Files
claw/docs/superpowers/specs/2026-04-19-timeout-regression-diagnostic-design.md

3.3 KiB

Timeout Regression Diagnostic Design

Date: 2026-04-19 Status: Draft Upstream Plan: docs/superpowers/plans/2026-04-19-structured-fail-closed-improvement-roadmap-plan.md Upstream Follow-up: tests/fixtures/generated_scene/structured_fail_closed_improvement_followup_2026-04-19.json

Intent

Diagnose the three timeout records visible after the structured fail-closed improvement follow-up sweep.

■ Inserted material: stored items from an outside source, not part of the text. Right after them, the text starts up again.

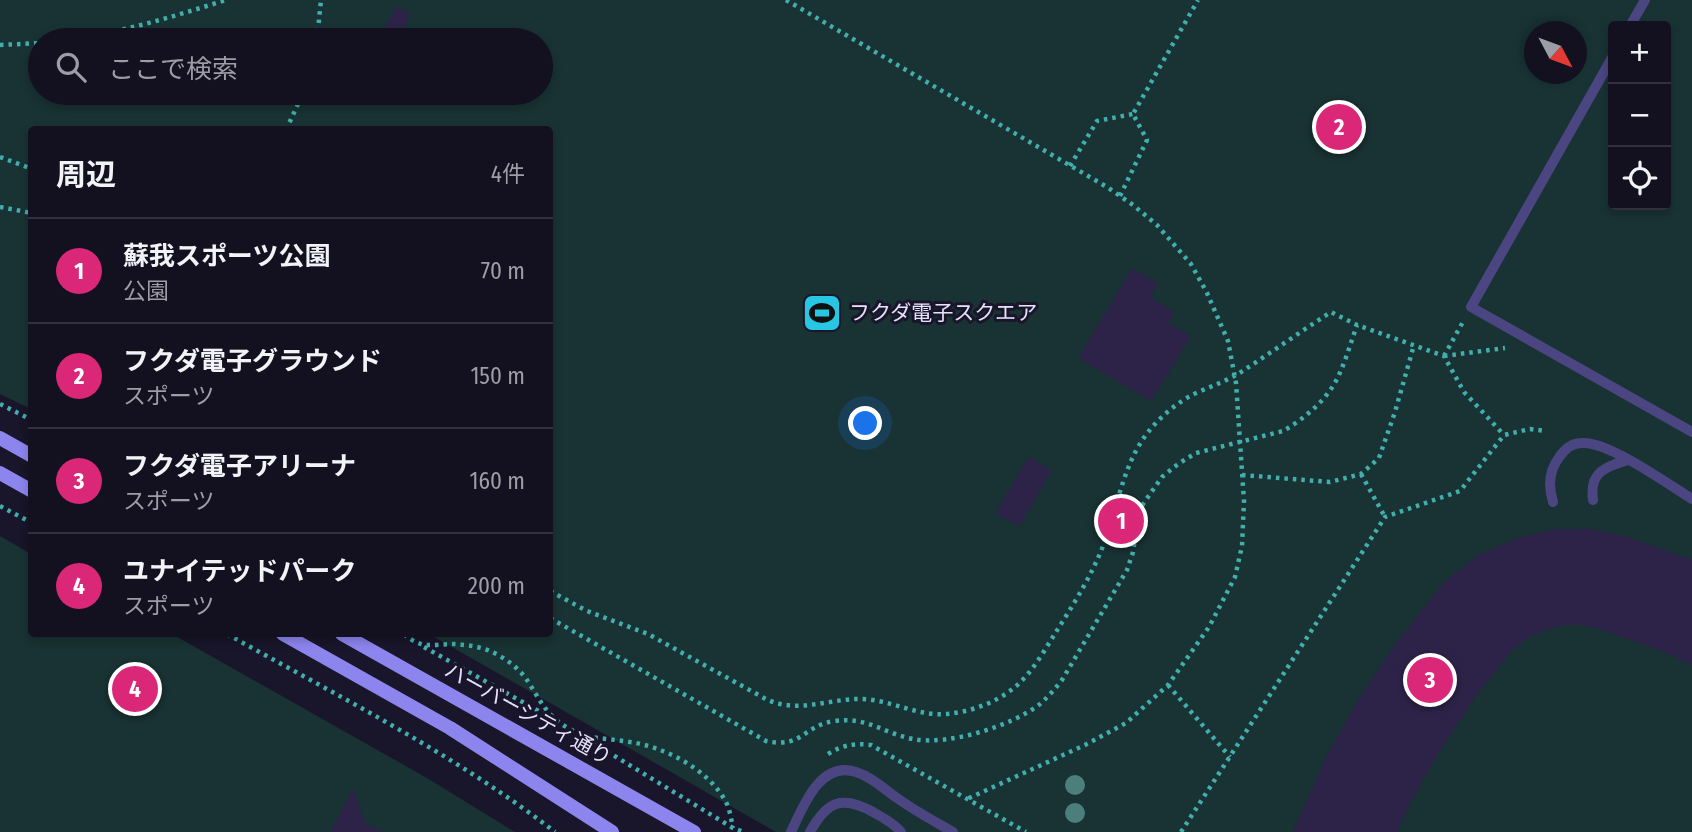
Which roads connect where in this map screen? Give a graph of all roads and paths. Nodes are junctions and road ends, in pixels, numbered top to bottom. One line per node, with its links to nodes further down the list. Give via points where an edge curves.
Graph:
1 (226, 0): 7 (path)
2 (320, 0): 8 (path)
3 (786, 0): 16 (path)
4 (1198, 0): 13 (path)
5 (1645, 0): 6 (lane)
6 (1633, 21)
7 (132, 28)
8 (318, 28)
9 (28, 44): 10 (path)
10 (0, 45)
11 (1608, 65): 21 (lane)
12 (297, 105): 14 (path)
13 (1133, 114): 16 (path, via 1097,121); 18 (path, via 1147,140)
14 (288, 126)
15 (0, 157): 17 (path)
16 (1070, 166): 18 (path)
17 (28, 168)
18 (1121, 196): 26 (path, via 1157,225 1200,278 1228,341)
19 (0, 207): 20 (path)
20 (28, 213)
21 (1471, 307): 23 (lane); 25 (path)
22 (1357, 325): 24 (path); 26 (path, via 1331,312); 33 (path, via 1337,378 1318,404 1283,431)
23 (1535, 344): 25 (path); 30 (lane)
24 (1414, 345): 25 (path); 37 (path, via 1379,458)
25 (1444, 356): 31 (path, via 1464,392)
26 (1235, 375): 33 (path); 46 (path, via 1184,400 1151,429 1128,470 1102,548 1079,595 1022,681 982,705 934,714 872,700 779,705 648,634)
27 (0, 404): 28 (path)
28 (28, 418)
29 (1546, 431): 31 (path, via 1530,429)
30 (1692, 432)
31 (1504, 435): 44 (path, via 1460,491)
32 (0, 438): 34 (street)
33 (1241, 442): 38 (path); 47 (path, via 1196,453 1152,490 1138,518 1128,570 1051,694 1010,722 957,738 914,740 873,724 835,720 785,744 766,741)
34 (28, 454)
35 (1628, 460): 40 (lane); 41 (lane, via 1610,465 1593,480); 42 (lane, via 1596,445 1571,446 1552,471 1549,489)
36 (0, 473): 39 (street)
37 (1361, 474): 38 (path, via 1330,482); 44 (path)
38 (1242, 475): 53 (path, via 1242,546 1235,577 1209,627)
39 (28, 489)
40 (1692, 499)
41 (1593, 500)
42 (1553, 502)
43 (0, 506): 45 (path)
44 (1385, 517): 55 (path)
45 (28, 521)
46 (553, 593)
47 (553, 620)
48 (232, 637): 58 (path, via 420,743)
49 (288, 637): 59 (street, via 450,728)
50 (347, 637): 60 (street, ハーバーシティ通り)
51 (408, 637): 52 (path)
52 (415, 642): 54 (path); 54 (path, via 472,645 496,654 524,676 539,701)
53 (1168, 685): 55 (path); 56 (path, via 1126,723)
54 (571, 729): 57 (path); 57 (path, via 589,738 631,742 677,756 720,793)
55 (1230, 757): 66 (path)
56 (967, 799)
57 (733, 828): 61 (path)
58 (555, 832)
59 (612, 832)
60 (694, 832)
61 (744, 832)
62 (791, 832): 65 (lane, via 812,791 843,770 866,776)
63 (810, 832): 64 (lane, via 822,813 843,802 864,807)
64 (901, 832)
65 (953, 832)
66 (1181, 832)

This design is diagnostic-only. It does not change analyzer or generator logic, promote scenes, update the execution board, or treat a longer rerun success as a validated pass.

Problem Statement

The structured fail-closed improvement follow-up sweep produced:

Status Count
auto-pass 48
fail-closed-known 47
adjudicated-valid-host-bridge 4
source-unreadable 3

The three source-unreadable records are timeout records:

Scene id Scene Timeout type
sweep-015-scene 任务报表 persistent timeout
sweep-025-scene 力禾动环系统巡视记录 persistent timeout
sweep-040-scene 嘉峪关日报 new regression timeout

sweep-040-scene is the most important record because it regressed from fail-closed-known in the reconciled baseline to source-unreadable in the follow-up sweep.

Scope

In scope:

  1. identify the three timeout records from the follow-up sweep
  2. collect source directory diagnostics
  3. run bounded diagnostic reruns with longer timeout budgets
  4. classify each timeout into a secondary timeout reason
  5. publish diagnostic JSON and report

Out of scope:

  1. analyzer or generator implementation changes
  2. readiness gate changes
  3. execution board updates
  4. scene promotion
  5. family baseline changes
  6. handling the remaining 47 structured fail-closed records
  7. handling the 4 adjudicated host-bridge records

Diagnostic Labels

Each timeout must receive exactly one final diagnostic label:

  1. timeout-rerun-pass
  2. timeout-rerun-fail-closed
  3. timeout-large-source
  4. timeout-command-hang
  5. timeout-nondeterministic
  6. timeout-source-scan-heavy
  7. timeout-unknown

Secondary labels may be attached for:

  1. large file count
  2. large total size
  3. many HTML or JS files
  4. generated report present after rerun
  5. stderr decode noise
  6. elapsed time near budget

Required Evidence

For each timeout record, collect:

  1. scene id
  2. scene name
  3. source directory
  4. previous reconciled status
  5. follow-up status
  6. file count
  7. total source bytes
  8. HTML file count
  9. JavaScript file count
  10. largest files
  11. diagnostic rerun exit code
  12. diagnostic rerun elapsed seconds
  13. diagnostic rerun timed out flag
  14. generation report path if produced
  15. generation status if produced
  16. final diagnostic label

Output

Diagnostic output:

tests/fixtures/generated_scene/timeout_regression_diagnostic_2026-04-19.json

Report output:

docs/superpowers/reports/2026-04-19-timeout-regression-diagnostic-report.md

Success Criteria

  1. exactly three timeout records are diagnosed
  2. sweep-040-scene is explicitly marked as the regression timeout
  3. the two persistent timeout records remain distinguishable from the regression timeout
  4. each record has one final diagnostic label
  5. no implementation changes are made
  6. no execution board state is updated